*** Block opens ***
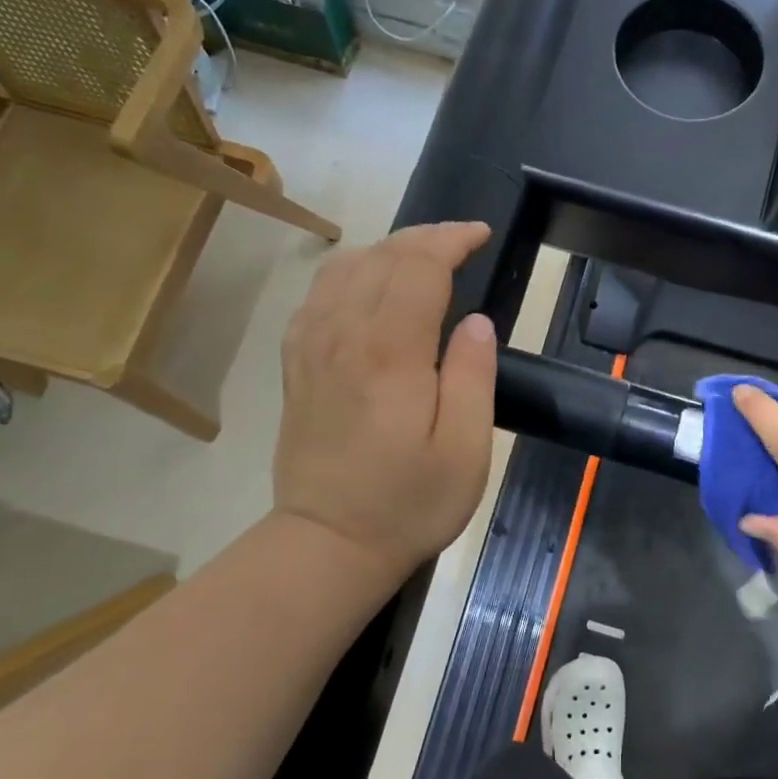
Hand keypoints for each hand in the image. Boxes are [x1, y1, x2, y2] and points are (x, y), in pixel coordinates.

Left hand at [273, 222, 497, 584]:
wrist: (328, 543)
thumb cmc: (408, 502)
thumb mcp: (465, 451)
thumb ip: (474, 376)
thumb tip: (476, 321)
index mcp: (390, 353)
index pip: (419, 266)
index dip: (451, 240)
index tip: (481, 235)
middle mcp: (344, 335)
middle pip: (382, 256)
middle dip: (425, 237)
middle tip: (461, 241)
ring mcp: (312, 346)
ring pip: (346, 267)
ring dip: (388, 248)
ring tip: (421, 257)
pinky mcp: (296, 363)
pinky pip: (318, 294)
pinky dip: (350, 272)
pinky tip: (368, 286)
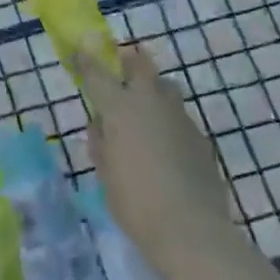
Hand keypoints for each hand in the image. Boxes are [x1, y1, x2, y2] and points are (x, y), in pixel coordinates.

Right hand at [68, 41, 236, 272]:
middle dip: (129, 61)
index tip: (79, 49)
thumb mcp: (105, 174)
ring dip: (153, 91)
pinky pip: (179, 117)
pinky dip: (169, 122)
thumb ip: (102, 143)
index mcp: (120, 108)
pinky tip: (166, 148)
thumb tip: (103, 127)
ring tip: (145, 113)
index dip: (85, 60)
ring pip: (166, 87)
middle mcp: (150, 102)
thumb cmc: (135, 203)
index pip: (97, 73)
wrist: (192, 230)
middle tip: (121, 68)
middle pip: (140, 64)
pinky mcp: (201, 137)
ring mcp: (179, 117)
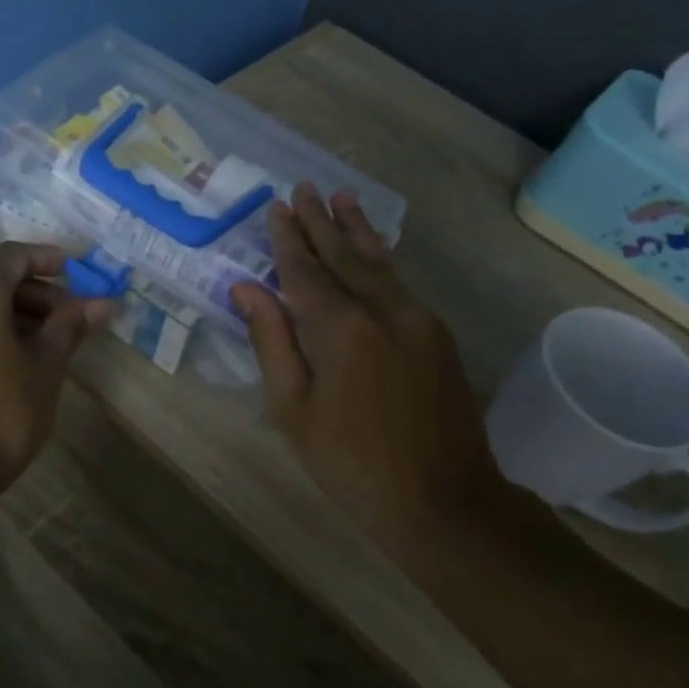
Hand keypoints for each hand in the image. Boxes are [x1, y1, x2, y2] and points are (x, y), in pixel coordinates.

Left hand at [0, 242, 112, 490]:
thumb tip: (103, 303)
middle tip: (74, 319)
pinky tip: (22, 360)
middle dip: (40, 295)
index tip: (77, 273)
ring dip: (19, 315)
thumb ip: (70, 326)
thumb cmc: (3, 411)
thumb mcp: (46, 366)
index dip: (48, 258)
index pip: (14, 255)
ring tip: (53, 343)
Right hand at [230, 185, 506, 545]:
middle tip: (304, 188)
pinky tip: (374, 247)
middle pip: (345, 255)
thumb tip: (246, 287)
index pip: (305, 270)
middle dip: (320, 222)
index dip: (286, 239)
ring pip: (380, 262)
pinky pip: (400, 283)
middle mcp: (383, 310)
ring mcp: (418, 319)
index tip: (276, 207)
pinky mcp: (438, 334)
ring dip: (357, 229)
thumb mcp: (293, 409)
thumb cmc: (350, 462)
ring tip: (342, 198)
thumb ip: (271, 341)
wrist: (442, 499)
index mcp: (340, 329)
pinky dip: (381, 258)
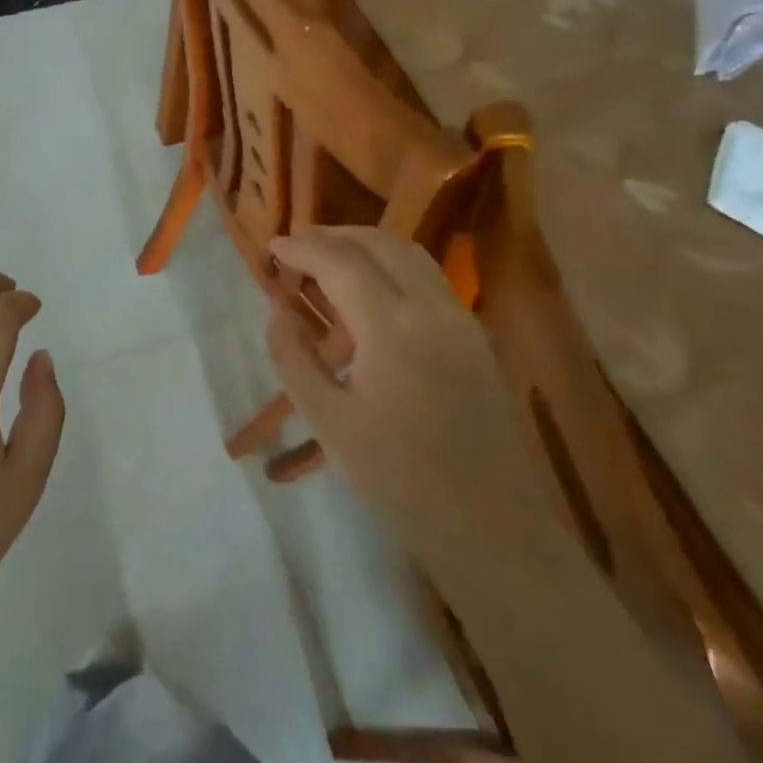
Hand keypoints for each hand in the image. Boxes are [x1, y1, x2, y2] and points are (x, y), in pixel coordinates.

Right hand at [267, 227, 524, 547]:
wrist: (491, 527)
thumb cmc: (399, 480)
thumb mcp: (328, 422)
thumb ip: (294, 359)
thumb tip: (277, 314)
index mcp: (392, 327)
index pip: (341, 261)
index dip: (302, 248)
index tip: (272, 246)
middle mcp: (433, 308)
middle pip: (380, 243)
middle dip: (333, 235)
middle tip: (297, 246)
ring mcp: (462, 320)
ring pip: (411, 254)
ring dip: (366, 244)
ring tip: (329, 258)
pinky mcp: (476, 338)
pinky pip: (429, 279)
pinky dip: (392, 265)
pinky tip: (370, 290)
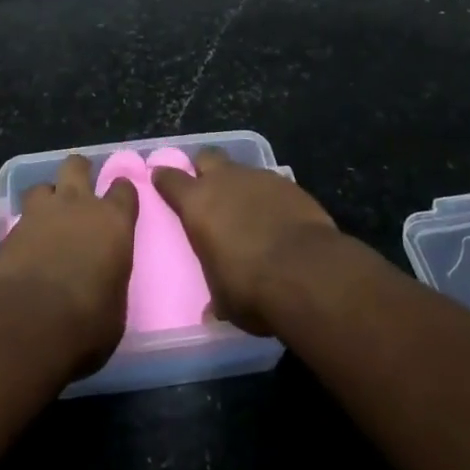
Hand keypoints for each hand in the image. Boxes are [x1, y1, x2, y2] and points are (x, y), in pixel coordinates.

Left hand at [0, 154, 137, 374]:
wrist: (27, 326)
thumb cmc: (86, 323)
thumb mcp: (115, 306)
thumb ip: (111, 278)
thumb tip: (103, 279)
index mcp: (113, 222)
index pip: (124, 190)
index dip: (122, 192)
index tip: (121, 200)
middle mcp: (77, 206)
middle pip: (76, 166)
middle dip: (79, 171)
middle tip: (80, 187)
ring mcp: (39, 214)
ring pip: (42, 186)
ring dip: (47, 198)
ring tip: (48, 218)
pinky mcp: (9, 231)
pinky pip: (20, 218)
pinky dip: (25, 228)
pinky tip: (25, 246)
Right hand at [152, 148, 338, 335]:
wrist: (308, 273)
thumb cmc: (251, 288)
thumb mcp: (224, 300)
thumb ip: (215, 296)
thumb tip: (212, 312)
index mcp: (197, 204)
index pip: (170, 178)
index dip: (165, 178)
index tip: (161, 179)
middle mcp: (225, 181)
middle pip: (207, 157)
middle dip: (205, 169)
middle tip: (207, 189)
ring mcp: (260, 178)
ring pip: (242, 170)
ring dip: (240, 186)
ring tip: (248, 211)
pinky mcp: (291, 185)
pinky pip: (272, 185)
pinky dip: (270, 198)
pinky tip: (278, 219)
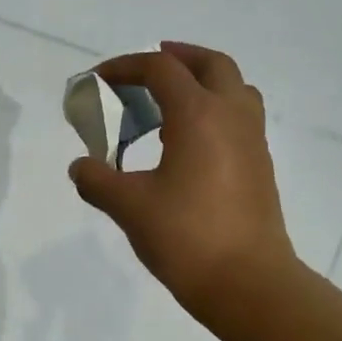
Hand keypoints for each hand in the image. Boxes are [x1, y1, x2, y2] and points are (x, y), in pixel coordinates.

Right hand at [69, 43, 297, 325]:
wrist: (247, 282)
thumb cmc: (186, 237)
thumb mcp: (129, 207)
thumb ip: (98, 181)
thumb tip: (80, 167)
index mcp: (199, 115)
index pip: (161, 70)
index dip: (127, 66)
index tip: (100, 80)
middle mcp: (232, 116)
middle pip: (211, 64)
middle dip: (178, 58)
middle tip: (149, 68)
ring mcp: (253, 141)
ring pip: (235, 89)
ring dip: (205, 82)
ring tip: (172, 102)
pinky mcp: (260, 166)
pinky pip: (241, 118)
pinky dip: (216, 111)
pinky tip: (191, 143)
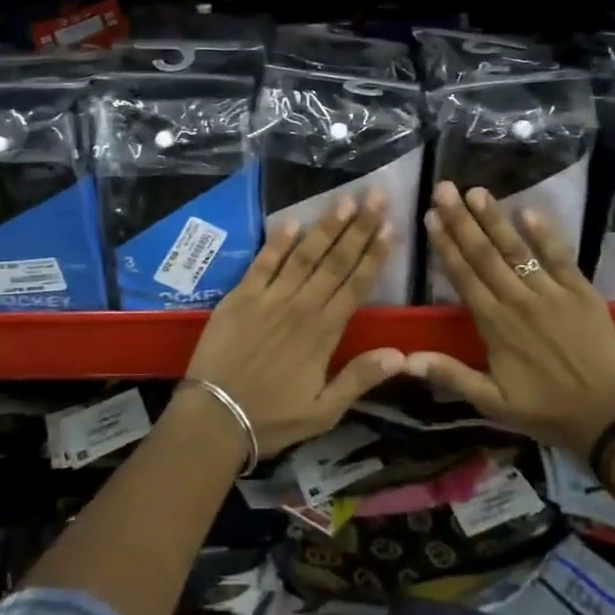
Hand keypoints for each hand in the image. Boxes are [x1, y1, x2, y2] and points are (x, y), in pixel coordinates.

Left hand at [184, 191, 402, 457]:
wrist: (214, 417)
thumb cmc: (272, 417)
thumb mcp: (324, 411)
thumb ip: (360, 379)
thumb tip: (400, 354)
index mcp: (324, 333)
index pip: (356, 285)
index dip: (375, 255)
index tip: (391, 227)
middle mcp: (301, 307)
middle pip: (336, 261)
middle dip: (359, 227)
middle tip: (376, 196)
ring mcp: (269, 298)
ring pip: (304, 255)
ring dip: (326, 226)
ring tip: (345, 200)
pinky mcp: (240, 296)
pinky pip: (263, 262)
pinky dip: (278, 242)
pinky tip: (293, 222)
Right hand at [409, 182, 614, 455]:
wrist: (607, 414)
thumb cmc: (545, 409)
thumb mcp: (492, 402)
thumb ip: (451, 375)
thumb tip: (406, 360)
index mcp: (494, 324)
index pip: (463, 276)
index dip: (445, 245)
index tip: (430, 216)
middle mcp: (518, 300)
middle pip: (484, 254)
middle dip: (462, 219)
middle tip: (445, 189)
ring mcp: (551, 292)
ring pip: (517, 249)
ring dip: (495, 219)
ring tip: (477, 191)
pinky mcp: (580, 291)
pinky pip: (560, 257)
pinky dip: (545, 234)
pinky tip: (529, 210)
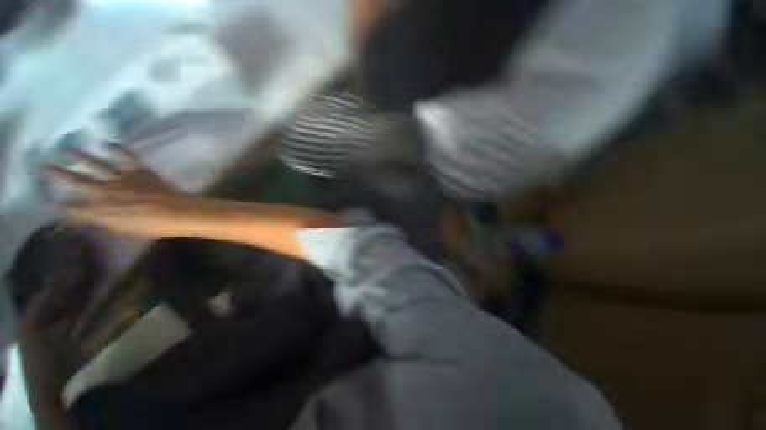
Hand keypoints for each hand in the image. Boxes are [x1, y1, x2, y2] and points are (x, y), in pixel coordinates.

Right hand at [45, 145, 196, 237]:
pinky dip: (118, 149)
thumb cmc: (154, 226)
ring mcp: (124, 178)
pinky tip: (107, 143)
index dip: (63, 206)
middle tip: (43, 166)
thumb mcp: (125, 229)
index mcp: (104, 209)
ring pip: (97, 164)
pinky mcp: (139, 171)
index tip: (50, 203)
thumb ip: (106, 221)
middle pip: (79, 181)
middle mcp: (108, 191)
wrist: (178, 213)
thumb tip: (90, 217)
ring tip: (67, 149)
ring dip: (81, 157)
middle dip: (60, 174)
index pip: (77, 208)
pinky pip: (126, 157)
*** Block closes ***
• What to do: Please transcribe exactly the part of the records that opens with the line containing "ring tip: (342, 198)" and closes with the line containing "ring tip: (329, 258)", both ends included, and leave out the pictures.

• Response below:
ring tip: (342, 198)
thumb ip: (271, 341)
wrist: (442, 499)
index mcp: (340, 329)
pinky dip: (381, 258)
Hand keypoints for each hand in the image. Boxes are [x1, y1, x2, y2] and points are (x, y), in pixel coordinates.

Right hand at [267, 227, 524, 547]:
wrist: (491, 527)
thumb cmc: (399, 480)
thumb mcp: (328, 422)
thumb ip: (294, 359)
thumb tip: (277, 314)
index mcp: (392, 327)
index pip: (341, 261)
index dip: (302, 248)
index tip: (272, 246)
middle mcp: (433, 308)
middle pip: (380, 243)
middle dip: (333, 235)
middle tip: (297, 246)
ring mcp: (462, 320)
ring pip: (411, 254)
ring dip: (366, 244)
ring tip: (329, 258)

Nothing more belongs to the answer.